According to a press release from the Lagardère group, Arnaud Nourry “leaves the group as part of an amicable separation”, and was replaced by the co-manager and general secretary of Lagardère Pierre Leroy, who will be assisted by the general secretary of Hachette Livre Fabrice Bakhouche, appointed deputy managing director.
CEO since 2003, Mr. Nourry had recently declared himself opposed to the dismantling of Hachette Livre or to a merger with its competitor Editis, owned by media giant Vivendi, controlled by the Bolloré group and which last year became the largest shareholder of Lagardère.
“These 18 years have enabled us, together, to promote Hachette Livre to the four corners of the world”, wrote Monday evening the leader to the directors of his publishing houses (including Grasset, Fayard or Calmann Lévy), without going over the reasons for his departure.
“I will not let anyone damage Hachette Livre” declared Arnaud Nourry to Les Échos at the end of February. “There is no possible cohabitation between us and Editis (property of Vivendi), less profitable, it does not make strategic sense and it is legally impossible,” he added.

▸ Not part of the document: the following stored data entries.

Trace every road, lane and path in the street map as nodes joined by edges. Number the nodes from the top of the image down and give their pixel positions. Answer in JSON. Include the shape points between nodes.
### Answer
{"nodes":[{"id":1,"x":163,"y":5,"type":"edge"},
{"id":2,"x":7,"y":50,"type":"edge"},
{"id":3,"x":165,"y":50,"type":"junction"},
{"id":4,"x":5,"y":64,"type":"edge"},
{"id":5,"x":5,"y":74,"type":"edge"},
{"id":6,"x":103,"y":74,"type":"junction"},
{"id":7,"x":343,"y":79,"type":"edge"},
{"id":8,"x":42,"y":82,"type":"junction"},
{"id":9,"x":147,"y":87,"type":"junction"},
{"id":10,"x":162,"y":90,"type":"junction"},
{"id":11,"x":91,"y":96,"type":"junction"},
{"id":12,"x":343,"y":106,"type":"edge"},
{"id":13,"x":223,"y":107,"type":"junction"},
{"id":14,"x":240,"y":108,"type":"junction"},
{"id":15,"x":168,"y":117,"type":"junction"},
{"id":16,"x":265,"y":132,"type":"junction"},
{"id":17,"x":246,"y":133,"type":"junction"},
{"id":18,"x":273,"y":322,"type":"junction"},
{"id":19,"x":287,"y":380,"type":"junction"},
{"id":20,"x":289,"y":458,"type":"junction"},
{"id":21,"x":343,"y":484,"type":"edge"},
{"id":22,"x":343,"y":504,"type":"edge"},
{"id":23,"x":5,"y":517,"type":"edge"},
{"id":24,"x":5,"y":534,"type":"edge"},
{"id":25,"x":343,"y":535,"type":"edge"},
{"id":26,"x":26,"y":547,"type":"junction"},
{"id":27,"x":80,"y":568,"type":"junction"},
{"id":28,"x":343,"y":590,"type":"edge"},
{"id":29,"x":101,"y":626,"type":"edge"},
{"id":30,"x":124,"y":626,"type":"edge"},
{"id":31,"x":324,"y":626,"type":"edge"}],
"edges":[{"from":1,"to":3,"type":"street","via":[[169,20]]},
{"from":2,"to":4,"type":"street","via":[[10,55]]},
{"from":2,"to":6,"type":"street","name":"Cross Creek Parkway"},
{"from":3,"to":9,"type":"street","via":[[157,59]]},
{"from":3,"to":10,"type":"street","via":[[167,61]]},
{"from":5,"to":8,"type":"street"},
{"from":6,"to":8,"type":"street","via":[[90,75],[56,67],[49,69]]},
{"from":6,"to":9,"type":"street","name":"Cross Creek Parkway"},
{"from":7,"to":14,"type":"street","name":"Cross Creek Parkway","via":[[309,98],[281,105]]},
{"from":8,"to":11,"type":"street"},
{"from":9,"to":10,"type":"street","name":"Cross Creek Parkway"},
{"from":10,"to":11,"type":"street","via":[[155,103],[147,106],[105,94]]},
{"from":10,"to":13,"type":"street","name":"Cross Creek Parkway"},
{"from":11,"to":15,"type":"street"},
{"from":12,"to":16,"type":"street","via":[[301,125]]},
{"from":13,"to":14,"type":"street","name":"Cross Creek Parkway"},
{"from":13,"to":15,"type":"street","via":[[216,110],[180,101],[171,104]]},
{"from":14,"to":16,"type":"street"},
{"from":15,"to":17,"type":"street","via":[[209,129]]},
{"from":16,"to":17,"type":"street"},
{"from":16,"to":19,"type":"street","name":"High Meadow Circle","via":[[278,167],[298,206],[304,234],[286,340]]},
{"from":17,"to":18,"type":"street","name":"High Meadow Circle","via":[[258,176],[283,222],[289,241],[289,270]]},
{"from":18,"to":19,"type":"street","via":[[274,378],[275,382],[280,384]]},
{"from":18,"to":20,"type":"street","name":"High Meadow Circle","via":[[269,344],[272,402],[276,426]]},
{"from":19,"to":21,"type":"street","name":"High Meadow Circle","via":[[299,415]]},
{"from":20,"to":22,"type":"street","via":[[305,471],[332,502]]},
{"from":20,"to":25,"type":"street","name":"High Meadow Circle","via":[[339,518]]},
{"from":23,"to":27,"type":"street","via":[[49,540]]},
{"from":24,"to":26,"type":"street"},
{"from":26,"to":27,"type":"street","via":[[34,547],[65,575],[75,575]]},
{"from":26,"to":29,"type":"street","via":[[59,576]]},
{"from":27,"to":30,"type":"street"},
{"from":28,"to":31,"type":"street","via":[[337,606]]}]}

The boss of the third largest publisher in the world went even further, claiming“a culture of non-interventionism” necessary according to him “to have talents like David Shelley in the United Kingdom, who became the editor of JK Rowling, or Sophie de Closets at Fayard in France who recovered the rights (for) France of Barack Obama’s book” , a way of opposing the interventionism sometimes reproached to Mr. Bolloré in his media. Last week in Le Monde, the leader outbid, saying he wanted to stay in the Lagardère group.
“This announcement should not be over-interpreted” and necessarily see it as a future sale or dismantling of the group, warned a source close to Lagardère, contacted by AFP.
Hachette Livre resisted the economic consequences of the health crisis in 2020, posting stable sales at 2.4 billion euros, and operating income up 12%.